Naturally, we cannot do that. Even if we could fairly create that scoring chart, there are nearly 50 million unmarried adult women in the US alone.1 Instead, we use heuristics to narrow our search. We date a small number of people. Men, on average, have only six relationships before marriage.2 Six out of 50 million is not an exhaustive search. Even when the stakes are as high as they are when choosing a potential partner for life, humans do not tackle problems in a scientific manner. Instead, we take shortcuts. This chapter is largely about the kinds of shortcuts we take.
1 DePaulo, B., & Trimberger, E.K. (2008) “Single Women. Sociologists for Women in Society Fact Sheet.” Retrieved from http://belladepaulo.com/wp-content/uploads/2013/03/Single-Women-Fact-Sheet-11-1-08.pdf.
2 Daily Mail Reporter. (2014). “No One Said Finding The One Would Be easy.” Daily Mail.
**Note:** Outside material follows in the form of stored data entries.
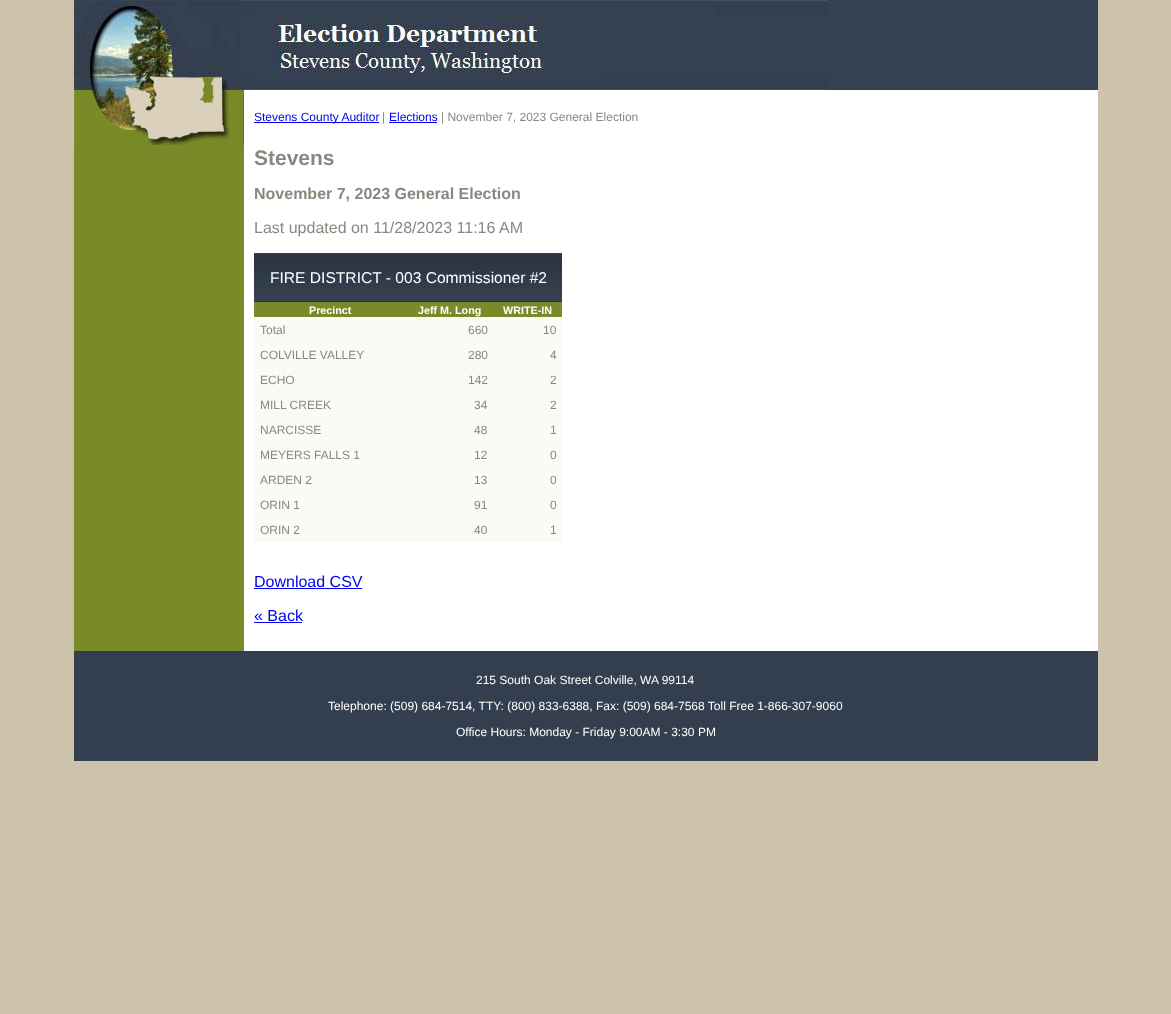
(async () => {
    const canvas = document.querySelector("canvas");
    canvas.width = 1171;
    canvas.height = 1014;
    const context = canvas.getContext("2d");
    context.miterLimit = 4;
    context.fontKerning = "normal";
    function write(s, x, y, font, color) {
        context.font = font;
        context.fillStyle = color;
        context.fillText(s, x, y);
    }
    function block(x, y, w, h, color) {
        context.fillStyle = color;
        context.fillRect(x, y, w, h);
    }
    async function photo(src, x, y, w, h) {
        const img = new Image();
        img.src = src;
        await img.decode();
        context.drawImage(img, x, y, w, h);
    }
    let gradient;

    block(0, 0, 1171, 1014, "rgb(205, 194, 171)");
    await photo("media/1.png", 74, 0, 1024, 90);
    await photo("media/2.png", 74, 90, 1024, 561);
    await photo("media/3.png", 74, 90, 170, 55);
    block(254, 122, 125, 1, "rgb(0, 0, 238)");
    write("Stevens County Auditor", 254, 121, "12px Liberation Sans", "rgb(0, 0, 238)");
    write("|", 382, 121, "12px Liberation Sans", "rgb(138, 135, 126)");
    write("Elections", 389, 121, "12px Liberation Sans", "rgb(0, 0, 238)");
    block(389, 122, 48, 1, "rgb(0, 0, 238)");
    write("| November 7, 2023 General Election", 441, 121, "12px Liberation Sans", "rgb(138, 135, 126)");
    write("Stevens", 254, 165, "bold 21px Liberation Sans", "rgb(138, 135, 126)");
    write("November 7, 2023 General Election", 254, 199, "bold 16px Liberation Sans", "rgb(138, 135, 126)");
    write("Last updated on 11/28/2023 11:16 AM", 254, 233, "16px Liberation Sans", "rgb(138, 135, 126)");
    block(254, 301, 308, 1, "rgb(42, 51, 64)");
    gradient = context.createLinearGradient(255, 207, 255, 254);
    gradient.addColorStop(0, "rgb(42, 51, 64)");
    gradient.addColorStop(1, "rgb(54, 66, 82)");
    context.fillStyle = gradient;
    context.fillRect(254, 253, 308, 1);
    gradient = context.createLinearGradient(255, 254, 255, 301);
    gradient.addColorStop(0, "rgb(42, 51, 64)");
    gradient.addColorStop(1, "rgb(54, 66, 82)");
    context.fillStyle = gradient;
    context.fillRect(254, 254, 308, 47);
    write("FIRE DISTRICT - 003 Commissioner #2", 270, 283, "15.6px Liberation Sans", "rgb(255, 255, 255)");
    block(254, 302, 308, 15, "rgb(123, 138, 41)");
    write("Precinct", 309, 314, "bold 10.75px Liberation Sans", "rgb(255, 255, 255)");
    write("Jeff M. Long", 418, 314, "bold 10.75px Liberation Sans", "rgb(255, 255, 255)");
    write("WRITE-IN", 503, 314, "bold 10.75px Liberation Sans", "rgb(255, 255, 255)");
    block(254, 317, 308, 25, "rgb(251, 250, 247)");
    write("Total", 260, 334, "12px Liberation Sans", "rgb(138, 135, 126)");
    write("660", 468, 334, "12px Liberation Sans", "rgb(138, 135, 126)");
    write("10", 543, 334, "12px Liberation Sans", "rgb(138, 135, 126)");
    block(254, 342, 308, 25, "rgb(251, 250, 247)");
    write("COLVILLE VALLEY", 260, 359, "12px Liberation Sans", "rgb(138, 135, 126)");
    write("280", 468, 359, "12px Liberation Sans", "rgb(138, 135, 126)");
    write("4", 550, 359, "12px Liberation Sans", "rgb(138, 135, 126)");
    block(254, 367, 308, 25, "rgb(251, 250, 247)");
    write("ECHO", 260, 384, "12px Liberation Sans", "rgb(138, 135, 126)");
    write("142", 468, 384, "12px Liberation Sans", "rgb(138, 135, 126)");
    write("2", 550, 384, "12px Liberation Sans", "rgb(138, 135, 126)");
    block(254, 392, 308, 25, "rgb(251, 250, 247)");
    write("MILL CREEK", 260, 409, "12px Liberation Sans", "rgb(138, 135, 126)");
    write("34", 474, 409, "12px Liberation Sans", "rgb(138, 135, 126)");
    write("2", 550, 409, "12px Liberation Sans", "rgb(138, 135, 126)");
    block(254, 417, 308, 25, "rgb(251, 250, 247)");
    write("NARCISSE", 260, 434, "12px Liberation Sans", "rgb(138, 135, 126)");
    write("48", 474, 434, "12px Liberation Sans", "rgb(138, 135, 126)");
    write("1", 550, 434, "12px Liberation Sans", "rgb(138, 135, 126)");
    block(254, 442, 308, 25, "rgb(251, 250, 247)");
    write("MEYERS FALLS 1", 260, 459, "12px Liberation Sans", "rgb(138, 135, 126)");
    write("12", 474, 459, "12px Liberation Sans", "rgb(138, 135, 126)");
    write("0", 550, 459, "12px Liberation Sans", "rgb(138, 135, 126)");
    block(254, 467, 308, 25, "rgb(251, 250, 247)");
    write("ARDEN 2", 260, 484, "12px Liberation Sans", "rgb(138, 135, 126)");
    write("13", 474, 484, "12px Liberation Sans", "rgb(138, 135, 126)");
    write("0", 550, 484, "12px Liberation Sans", "rgb(138, 135, 126)");
    block(254, 492, 308, 25, "rgb(251, 250, 247)");
    write("ORIN 1", 260, 509, "12px Liberation Sans", "rgb(138, 135, 126)");
    write("91", 474, 509, "12px Liberation Sans", "rgb(138, 135, 126)");
    write("0", 550, 509, "12px Liberation Sans", "rgb(138, 135, 126)");
    block(254, 517, 308, 25, "rgb(251, 250, 247)");
    write("ORIN 2", 260, 534, "12px Liberation Sans", "rgb(138, 135, 126)");
    write("40", 474, 534, "12px Liberation Sans", "rgb(138, 135, 126)");
    write("1", 550, 534, "12px Liberation Sans", "rgb(138, 135, 126)");
    write("Download CSV", 254, 587, "16px Liberation Sans", "rgb(0, 0, 238)");
    block(254, 588, 108, 1, "rgb(0, 0, 238)");
    write("« Back", 254, 621, "16px Liberation Sans", "rgb(0, 0, 238)");
    block(254, 622, 48, 1, "rgb(0, 0, 238)");
    block(74, 651, 1024, 110, "rgb(51, 63, 78)");
    write("215 South Oak Street Colville, WA 99114", 476, 684, "12px Liberation Sans", "rgb(255, 255, 255)");
    write("Telephone: (509) 684-7514, TTY: (800) 833-6388, Fax: (509) 684-7568 Toll Free 1-866-307-9060", 328, 710, "12px Liberation Sans", "rgb(255, 255, 255)");
    write("Office Hours: Monday - Friday 9:00AM - 3:30 PM", 456, 736, "12px Liberation Sans", "rgb(255, 255, 255)");
})();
Retrieved December 3, 2014, from www.dailymail.co.uk/femail/article-2532213/No-one-said-finding-The-One-easy-The-averagewomen-kiss-FIFTEEN-men-enjoy-TWO-long-term-relationships-heart-broken-TWICE.html.
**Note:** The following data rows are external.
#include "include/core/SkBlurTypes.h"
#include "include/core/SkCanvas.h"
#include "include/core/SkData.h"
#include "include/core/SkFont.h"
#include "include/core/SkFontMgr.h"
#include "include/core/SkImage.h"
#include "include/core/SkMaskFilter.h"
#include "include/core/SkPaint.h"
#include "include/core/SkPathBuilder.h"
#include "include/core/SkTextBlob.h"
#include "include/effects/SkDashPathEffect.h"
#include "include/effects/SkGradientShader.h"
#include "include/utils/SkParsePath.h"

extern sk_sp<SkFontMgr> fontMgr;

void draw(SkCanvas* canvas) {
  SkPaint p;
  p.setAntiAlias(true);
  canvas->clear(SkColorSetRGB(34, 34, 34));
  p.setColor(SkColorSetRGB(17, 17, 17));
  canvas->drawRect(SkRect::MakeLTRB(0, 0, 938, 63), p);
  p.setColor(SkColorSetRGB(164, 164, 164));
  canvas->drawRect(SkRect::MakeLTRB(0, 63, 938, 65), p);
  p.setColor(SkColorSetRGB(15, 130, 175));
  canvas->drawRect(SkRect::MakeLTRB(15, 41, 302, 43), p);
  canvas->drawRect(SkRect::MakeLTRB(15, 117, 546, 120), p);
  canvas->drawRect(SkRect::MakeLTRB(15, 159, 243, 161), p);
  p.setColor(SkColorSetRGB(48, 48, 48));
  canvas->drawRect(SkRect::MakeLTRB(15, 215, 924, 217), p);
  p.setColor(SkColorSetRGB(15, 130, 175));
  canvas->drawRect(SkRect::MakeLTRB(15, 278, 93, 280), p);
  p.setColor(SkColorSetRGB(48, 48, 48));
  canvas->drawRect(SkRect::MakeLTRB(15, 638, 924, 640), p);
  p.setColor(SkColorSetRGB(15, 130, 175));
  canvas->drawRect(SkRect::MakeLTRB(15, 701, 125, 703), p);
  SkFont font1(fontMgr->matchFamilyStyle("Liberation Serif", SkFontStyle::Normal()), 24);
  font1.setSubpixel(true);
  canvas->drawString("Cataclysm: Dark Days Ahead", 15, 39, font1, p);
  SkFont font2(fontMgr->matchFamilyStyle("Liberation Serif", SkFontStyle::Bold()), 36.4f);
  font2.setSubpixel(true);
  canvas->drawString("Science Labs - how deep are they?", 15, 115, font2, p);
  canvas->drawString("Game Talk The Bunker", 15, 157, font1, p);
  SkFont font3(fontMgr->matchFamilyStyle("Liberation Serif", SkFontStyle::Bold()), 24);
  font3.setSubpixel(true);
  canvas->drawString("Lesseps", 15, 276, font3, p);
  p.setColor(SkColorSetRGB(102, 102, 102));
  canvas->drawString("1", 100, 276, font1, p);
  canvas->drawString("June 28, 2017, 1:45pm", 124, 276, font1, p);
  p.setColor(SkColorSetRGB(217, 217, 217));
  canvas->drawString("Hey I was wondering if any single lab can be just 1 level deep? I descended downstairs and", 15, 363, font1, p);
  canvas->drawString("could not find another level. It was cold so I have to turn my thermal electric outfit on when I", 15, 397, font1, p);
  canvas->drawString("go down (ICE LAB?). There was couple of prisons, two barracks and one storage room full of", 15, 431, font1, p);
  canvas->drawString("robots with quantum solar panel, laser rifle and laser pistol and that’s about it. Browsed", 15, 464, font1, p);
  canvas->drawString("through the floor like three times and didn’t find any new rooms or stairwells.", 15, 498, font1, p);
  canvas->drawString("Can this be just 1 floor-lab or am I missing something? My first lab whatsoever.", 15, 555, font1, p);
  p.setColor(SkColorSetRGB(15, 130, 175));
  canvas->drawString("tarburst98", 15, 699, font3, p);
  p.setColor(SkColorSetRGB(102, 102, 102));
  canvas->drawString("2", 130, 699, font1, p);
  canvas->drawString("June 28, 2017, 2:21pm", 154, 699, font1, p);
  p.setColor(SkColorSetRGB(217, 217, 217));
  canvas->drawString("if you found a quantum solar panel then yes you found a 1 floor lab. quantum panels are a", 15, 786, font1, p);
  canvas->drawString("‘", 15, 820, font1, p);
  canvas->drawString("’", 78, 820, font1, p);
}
These shortcuts are not always conscious and often they do not even make sense. In one study, researchers asked subjects to complete a task in which they had to rearrange words. When they were finished, subjects were asked to walk down the hall to turn in their work. Secretly, the researchers were timing how long it took the subjects to walk down the hall. Researchers found that when the words list included words that reminded people of being old (retirement, elderly, bingo, Florida), subjects walked slower than when those words were not included.3 The researchers concluded that unconsciously the subjects were primed to walk slowly by the “old” words. This study has been highly controversial and disputed for many reasons, but it is only one of many that shows our decision-making is not necessarily entirely conscious or reasonable.
3 Bargh, J. A., Chen, M., & Burrows, L. (1996). “Automaticity of Social Behavior: Direct Effects of Trait Construct and Stereotype Activation on Action.” Journal of Personality and Social Psychology, 71(2), 230.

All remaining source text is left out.